Volume 9 | Issue 25 | Number 2

Article ID 3552


By Dazai Osamu

Translated and Introduced by Roger Pulvers

“It’s not that I’m weak, it’s that the suffering weighs down on me too heavily.”

This was said, in 1938, by a writer whose life and death are noted with public attention every year in June.  The popularity of this author has not waned in Japan.  Crowds gather on June 19 around the country in rituals of celebration and mourning.  Given the personality of this man, it is not easy to separate the two.

He is Dazai Osamu, author of such postwar classics as Ningen Shikkaku (“No Longer Human”) and Shayō (“The Setting Sun”).  The leading publishing house Shinchosha ranks the former its second most popular novel, while the latter is its tenth most popular.  In fact, Dazai is extensively published by numerous major publishers, including Chikuma, Kadokawa and Iwanami.  His novels and stories are continually being made into feature films.

Young people today are particularly drawn to his works, and it is easy to see why.  Dazai is the King of Dysfunctionality.  His heroes are—as he fancied himself—deliberately behind the eight ball, having put themselves there in a diffident stance, as if waiting, with perverse anticipation, to be knocked down a hole and out of the game.  

The themes in his novels, short stories and essays are those of dejection, illicit love, drug dependency and a morose, aimless alienation; his method, confessional.  He puts the reader in the confession box as priest, then, on the other side of the little window, opens up his heart—and his veins.

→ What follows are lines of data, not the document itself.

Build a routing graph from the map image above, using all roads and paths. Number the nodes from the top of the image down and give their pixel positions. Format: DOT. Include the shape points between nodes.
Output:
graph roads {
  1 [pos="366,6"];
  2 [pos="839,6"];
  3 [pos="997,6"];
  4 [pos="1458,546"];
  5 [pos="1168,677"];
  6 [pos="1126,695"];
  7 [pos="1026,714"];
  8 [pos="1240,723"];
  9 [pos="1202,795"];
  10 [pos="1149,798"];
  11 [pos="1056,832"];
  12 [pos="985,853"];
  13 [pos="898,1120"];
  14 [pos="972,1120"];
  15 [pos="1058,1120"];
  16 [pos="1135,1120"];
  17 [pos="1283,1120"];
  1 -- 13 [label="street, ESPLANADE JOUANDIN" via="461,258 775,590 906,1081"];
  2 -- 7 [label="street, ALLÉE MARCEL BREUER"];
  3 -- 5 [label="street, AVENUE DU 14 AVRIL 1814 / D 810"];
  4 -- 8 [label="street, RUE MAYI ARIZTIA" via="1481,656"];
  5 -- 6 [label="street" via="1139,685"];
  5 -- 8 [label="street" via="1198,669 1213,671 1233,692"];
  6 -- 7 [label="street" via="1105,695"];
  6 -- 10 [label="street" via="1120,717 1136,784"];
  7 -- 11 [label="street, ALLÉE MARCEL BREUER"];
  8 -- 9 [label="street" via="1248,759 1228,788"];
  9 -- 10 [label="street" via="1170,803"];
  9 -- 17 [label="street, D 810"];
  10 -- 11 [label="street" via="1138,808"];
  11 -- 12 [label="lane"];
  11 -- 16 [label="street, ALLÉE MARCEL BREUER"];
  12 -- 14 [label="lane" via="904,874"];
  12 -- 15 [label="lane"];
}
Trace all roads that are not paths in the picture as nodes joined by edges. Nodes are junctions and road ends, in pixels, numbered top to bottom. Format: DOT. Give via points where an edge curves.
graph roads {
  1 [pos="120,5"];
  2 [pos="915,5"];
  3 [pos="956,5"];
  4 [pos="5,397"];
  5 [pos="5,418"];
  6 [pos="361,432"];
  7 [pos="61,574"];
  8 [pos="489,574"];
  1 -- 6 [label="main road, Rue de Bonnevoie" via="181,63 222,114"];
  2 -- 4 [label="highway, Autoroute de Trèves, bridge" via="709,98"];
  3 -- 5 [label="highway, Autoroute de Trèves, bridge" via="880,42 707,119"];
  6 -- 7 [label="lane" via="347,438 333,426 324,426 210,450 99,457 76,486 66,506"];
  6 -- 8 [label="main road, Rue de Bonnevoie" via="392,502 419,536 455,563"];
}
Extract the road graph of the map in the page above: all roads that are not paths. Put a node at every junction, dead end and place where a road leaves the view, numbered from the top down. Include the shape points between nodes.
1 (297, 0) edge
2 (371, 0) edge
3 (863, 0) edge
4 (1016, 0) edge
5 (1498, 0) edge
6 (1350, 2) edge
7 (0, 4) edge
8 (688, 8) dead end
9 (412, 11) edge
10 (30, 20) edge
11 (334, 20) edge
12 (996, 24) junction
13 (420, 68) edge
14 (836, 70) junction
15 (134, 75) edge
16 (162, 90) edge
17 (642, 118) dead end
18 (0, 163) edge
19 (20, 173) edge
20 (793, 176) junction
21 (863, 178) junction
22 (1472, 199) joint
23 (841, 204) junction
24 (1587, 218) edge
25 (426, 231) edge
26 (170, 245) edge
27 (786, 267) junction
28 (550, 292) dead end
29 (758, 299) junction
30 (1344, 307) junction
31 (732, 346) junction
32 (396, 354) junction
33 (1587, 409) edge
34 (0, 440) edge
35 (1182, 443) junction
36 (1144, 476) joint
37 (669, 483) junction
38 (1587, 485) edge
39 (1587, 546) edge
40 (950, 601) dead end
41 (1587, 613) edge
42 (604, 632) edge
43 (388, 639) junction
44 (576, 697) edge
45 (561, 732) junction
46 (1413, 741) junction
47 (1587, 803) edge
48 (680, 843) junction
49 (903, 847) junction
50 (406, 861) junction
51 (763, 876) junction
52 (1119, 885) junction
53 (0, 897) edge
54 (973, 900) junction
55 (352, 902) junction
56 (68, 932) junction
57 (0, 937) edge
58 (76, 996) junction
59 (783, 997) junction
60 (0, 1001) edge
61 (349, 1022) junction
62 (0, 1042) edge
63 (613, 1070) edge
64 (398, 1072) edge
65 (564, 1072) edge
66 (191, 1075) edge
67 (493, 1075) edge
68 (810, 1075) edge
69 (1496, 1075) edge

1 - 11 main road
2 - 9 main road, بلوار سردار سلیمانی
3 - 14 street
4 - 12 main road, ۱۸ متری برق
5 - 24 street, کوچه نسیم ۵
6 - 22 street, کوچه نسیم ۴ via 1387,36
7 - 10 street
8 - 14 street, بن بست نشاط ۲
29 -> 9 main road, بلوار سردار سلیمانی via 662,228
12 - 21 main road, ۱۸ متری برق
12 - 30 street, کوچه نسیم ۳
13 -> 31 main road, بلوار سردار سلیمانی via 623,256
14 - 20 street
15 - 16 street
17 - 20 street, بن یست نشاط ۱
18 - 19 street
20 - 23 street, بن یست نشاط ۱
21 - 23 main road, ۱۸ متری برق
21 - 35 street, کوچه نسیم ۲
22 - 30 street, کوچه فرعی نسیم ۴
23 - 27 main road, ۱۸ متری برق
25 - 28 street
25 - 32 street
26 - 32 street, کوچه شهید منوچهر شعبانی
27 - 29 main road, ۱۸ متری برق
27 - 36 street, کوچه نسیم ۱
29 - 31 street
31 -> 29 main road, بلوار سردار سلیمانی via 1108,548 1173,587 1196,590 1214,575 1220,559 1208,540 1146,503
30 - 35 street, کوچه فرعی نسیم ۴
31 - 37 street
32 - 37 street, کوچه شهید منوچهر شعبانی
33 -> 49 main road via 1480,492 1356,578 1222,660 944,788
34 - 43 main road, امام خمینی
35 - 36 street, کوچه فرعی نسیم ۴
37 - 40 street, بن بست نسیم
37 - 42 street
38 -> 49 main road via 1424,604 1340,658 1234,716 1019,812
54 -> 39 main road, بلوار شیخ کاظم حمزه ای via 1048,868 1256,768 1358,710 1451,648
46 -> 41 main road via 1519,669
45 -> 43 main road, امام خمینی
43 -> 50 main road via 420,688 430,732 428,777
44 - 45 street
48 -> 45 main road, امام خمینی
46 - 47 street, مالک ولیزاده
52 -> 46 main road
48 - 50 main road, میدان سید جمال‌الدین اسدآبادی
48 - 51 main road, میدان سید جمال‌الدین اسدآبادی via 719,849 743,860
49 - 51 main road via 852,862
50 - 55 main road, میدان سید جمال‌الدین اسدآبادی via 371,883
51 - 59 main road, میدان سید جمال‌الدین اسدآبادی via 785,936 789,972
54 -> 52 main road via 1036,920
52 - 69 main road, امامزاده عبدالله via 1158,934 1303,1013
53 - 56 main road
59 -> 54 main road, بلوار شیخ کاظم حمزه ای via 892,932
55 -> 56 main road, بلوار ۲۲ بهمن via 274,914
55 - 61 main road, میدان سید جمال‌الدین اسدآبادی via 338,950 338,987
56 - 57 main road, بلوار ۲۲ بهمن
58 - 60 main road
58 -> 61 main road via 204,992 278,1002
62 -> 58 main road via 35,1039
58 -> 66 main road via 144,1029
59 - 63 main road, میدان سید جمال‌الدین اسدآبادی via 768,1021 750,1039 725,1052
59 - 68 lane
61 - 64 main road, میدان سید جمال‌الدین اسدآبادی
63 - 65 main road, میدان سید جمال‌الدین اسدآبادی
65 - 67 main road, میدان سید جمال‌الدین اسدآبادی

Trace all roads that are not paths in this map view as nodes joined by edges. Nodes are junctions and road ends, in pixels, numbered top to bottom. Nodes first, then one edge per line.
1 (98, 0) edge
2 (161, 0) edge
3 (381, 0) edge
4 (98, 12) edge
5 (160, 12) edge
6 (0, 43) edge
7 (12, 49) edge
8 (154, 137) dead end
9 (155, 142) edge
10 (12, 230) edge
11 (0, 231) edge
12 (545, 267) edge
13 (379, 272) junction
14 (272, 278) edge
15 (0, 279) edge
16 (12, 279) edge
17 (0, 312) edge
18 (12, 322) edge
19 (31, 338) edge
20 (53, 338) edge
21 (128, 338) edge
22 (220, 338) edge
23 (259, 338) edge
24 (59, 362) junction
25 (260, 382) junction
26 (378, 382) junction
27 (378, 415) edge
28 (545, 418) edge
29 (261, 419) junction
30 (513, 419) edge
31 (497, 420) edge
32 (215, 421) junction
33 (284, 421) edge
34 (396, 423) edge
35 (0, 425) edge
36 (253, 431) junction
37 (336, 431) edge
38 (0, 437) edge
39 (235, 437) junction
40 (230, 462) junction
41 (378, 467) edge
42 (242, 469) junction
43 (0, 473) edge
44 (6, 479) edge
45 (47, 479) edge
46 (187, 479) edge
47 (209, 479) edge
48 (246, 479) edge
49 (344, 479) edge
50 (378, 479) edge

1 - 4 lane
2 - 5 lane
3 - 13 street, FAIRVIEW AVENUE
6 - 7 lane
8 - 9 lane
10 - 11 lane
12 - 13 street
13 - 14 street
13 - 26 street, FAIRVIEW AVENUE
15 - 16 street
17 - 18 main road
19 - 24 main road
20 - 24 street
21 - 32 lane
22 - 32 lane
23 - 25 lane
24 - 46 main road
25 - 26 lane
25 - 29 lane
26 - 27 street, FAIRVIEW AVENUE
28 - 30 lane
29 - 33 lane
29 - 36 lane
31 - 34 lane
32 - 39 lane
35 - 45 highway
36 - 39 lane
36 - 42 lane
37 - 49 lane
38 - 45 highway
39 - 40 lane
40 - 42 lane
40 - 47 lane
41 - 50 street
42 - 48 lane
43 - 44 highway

There is much in common here, in a more contemporary context, with the themes and characters in the fiction of Murakami Haruki.  People are having relationships, but they are like a box with two sides only.  It is only habit and the magnet of social decorum that keeps them parallel.

“I’m the joker in the family.  Let me put it this way.  All I can do is put a jolly face on the huge amount of anxiety and mental anguish I feel.  And no, it’s not only at home that I do this.  Whenever I come into contact with people, no matter how depressed I am, no matter how much physical pain I am in, I do my frantic best to create a pleasant mood all around.  Then, after parting, I reel with fatigue and think only of money, morality and suicide.”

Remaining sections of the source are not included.